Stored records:
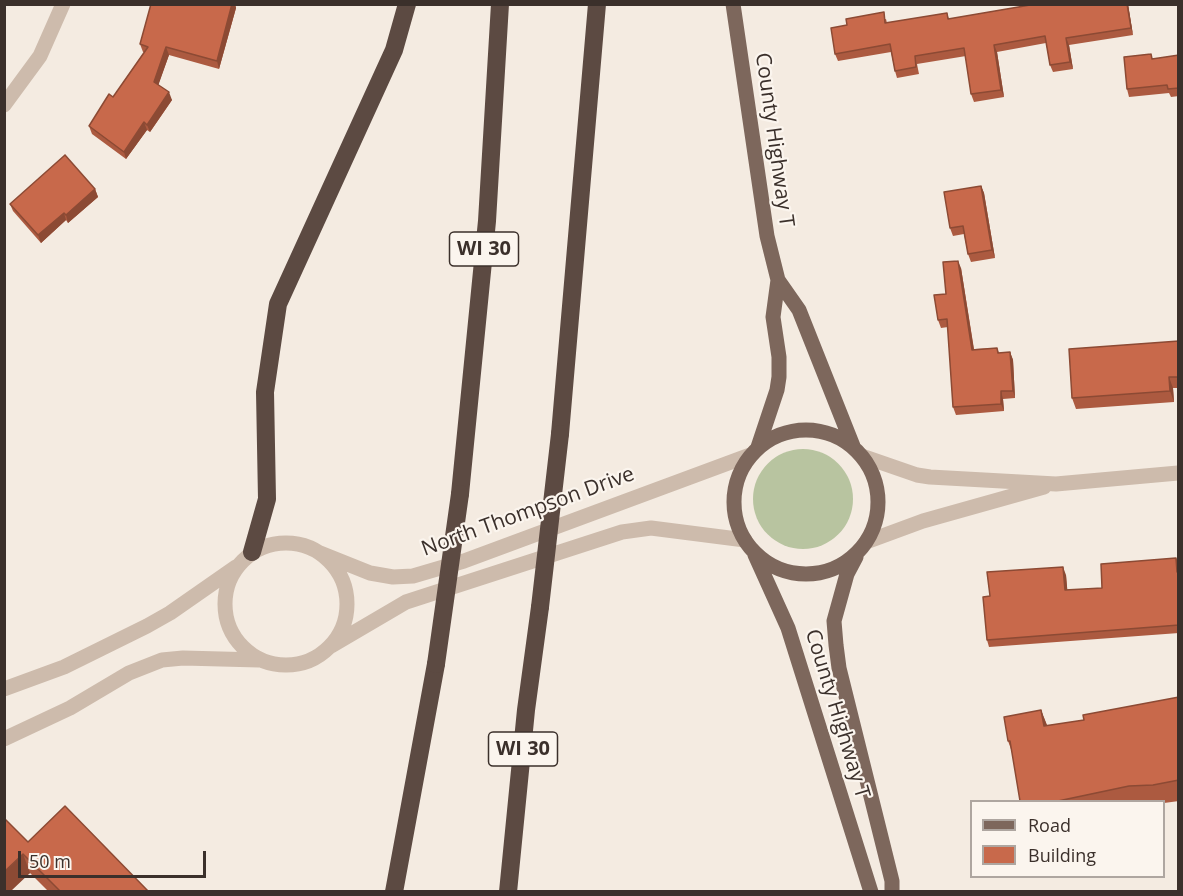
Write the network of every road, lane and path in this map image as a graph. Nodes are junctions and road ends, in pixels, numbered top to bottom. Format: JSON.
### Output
{"nodes":[{"id":1,"x":63,"y":4,"type":"edge"},
{"id":2,"x":407,"y":4,"type":"edge"},
{"id":3,"x":500,"y":4,"type":"edge"},
{"id":4,"x":597,"y":4,"type":"edge"},
{"id":5,"x":733,"y":4,"type":"edge"},
{"id":6,"x":4,"y":105,"type":"edge"},
{"id":7,"x":778,"y":280,"type":"junction"},
{"id":8,"x":754,"y":451,"type":"junction"},
{"id":9,"x":857,"y":451,"type":"junction"},
{"id":10,"x":1179,"y":473,"type":"edge"},
{"id":11,"x":1056,"y":484,"type":"junction"},
{"id":12,"x":749,"y":546,"type":"junction"},
{"id":13,"x":862,"y":547,"type":"junction"},
{"id":14,"x":252,"y":552,"type":"junction"},
{"id":15,"x":320,"y":553,"type":"junction"},
{"id":16,"x":238,"y":565,"type":"junction"},
{"id":17,"x":331,"y":646,"type":"junction"},
{"id":18,"x":262,"y":660,"type":"junction"},
{"id":19,"x":4,"y":689,"type":"edge"},
{"id":20,"x":4,"y":739,"type":"edge"},
{"id":21,"x":394,"y":891,"type":"edge"},
{"id":22,"x":508,"y":891,"type":"edge"},
{"id":23,"x":871,"y":891,"type":"edge"},
{"id":24,"x":892,"y":891,"type":"edge"}],
"edges":[{"from":1,"to":6,"type":"street"},
{"from":2,"to":14,"type":"highway"},
{"from":3,"to":21,"type":"highway","number":"WI 30","bridge":true},
{"from":4,"to":22,"type":"highway","number":"WI 30","bridge":true},
{"from":5,"to":7,"type":"main road","name":"County Highway T"},
{"from":7,"to":8,"type":"main road","name":"County Highway T"},
{"from":7,"to":9,"type":"main road","name":"County Highway T"},
{"from":8,"to":9,"type":"main road"},
{"from":8,"to":12,"type":"main road"},
{"from":8,"to":15,"type":"street","name":"North Thompson Drive"},
{"from":9,"to":11,"type":"street"},
{"from":9,"to":13,"type":"main road"},
{"from":10,"to":11,"type":"street"},
{"from":11,"to":13,"type":"street"},
{"from":12,"to":13,"type":"main road"},
{"from":12,"to":17,"type":"street","name":"North Thompson Drive"},
{"from":12,"to":23,"type":"main road","name":"County Highway T"},
{"from":13,"to":24,"type":"main road","name":"County Highway T"},
{"from":14,"to":15,"type":"street"},
{"from":14,"to":16,"type":"street"},
{"from":15,"to":17,"type":"street"},
{"from":16,"to":18,"type":"street"},
{"from":16,"to":19,"type":"street"},
{"from":17,"to":18,"type":"street"},
{"from":18,"to":20,"type":"street"}]}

Prompt
The answer must be every line from the records above that contains the word "bridge", copied in full.

Task output
{"from":3,"to":21,"type":"highway","number":"WI 30","bridge":true},
{"from":4,"to":22,"type":"highway","number":"WI 30","bridge":true},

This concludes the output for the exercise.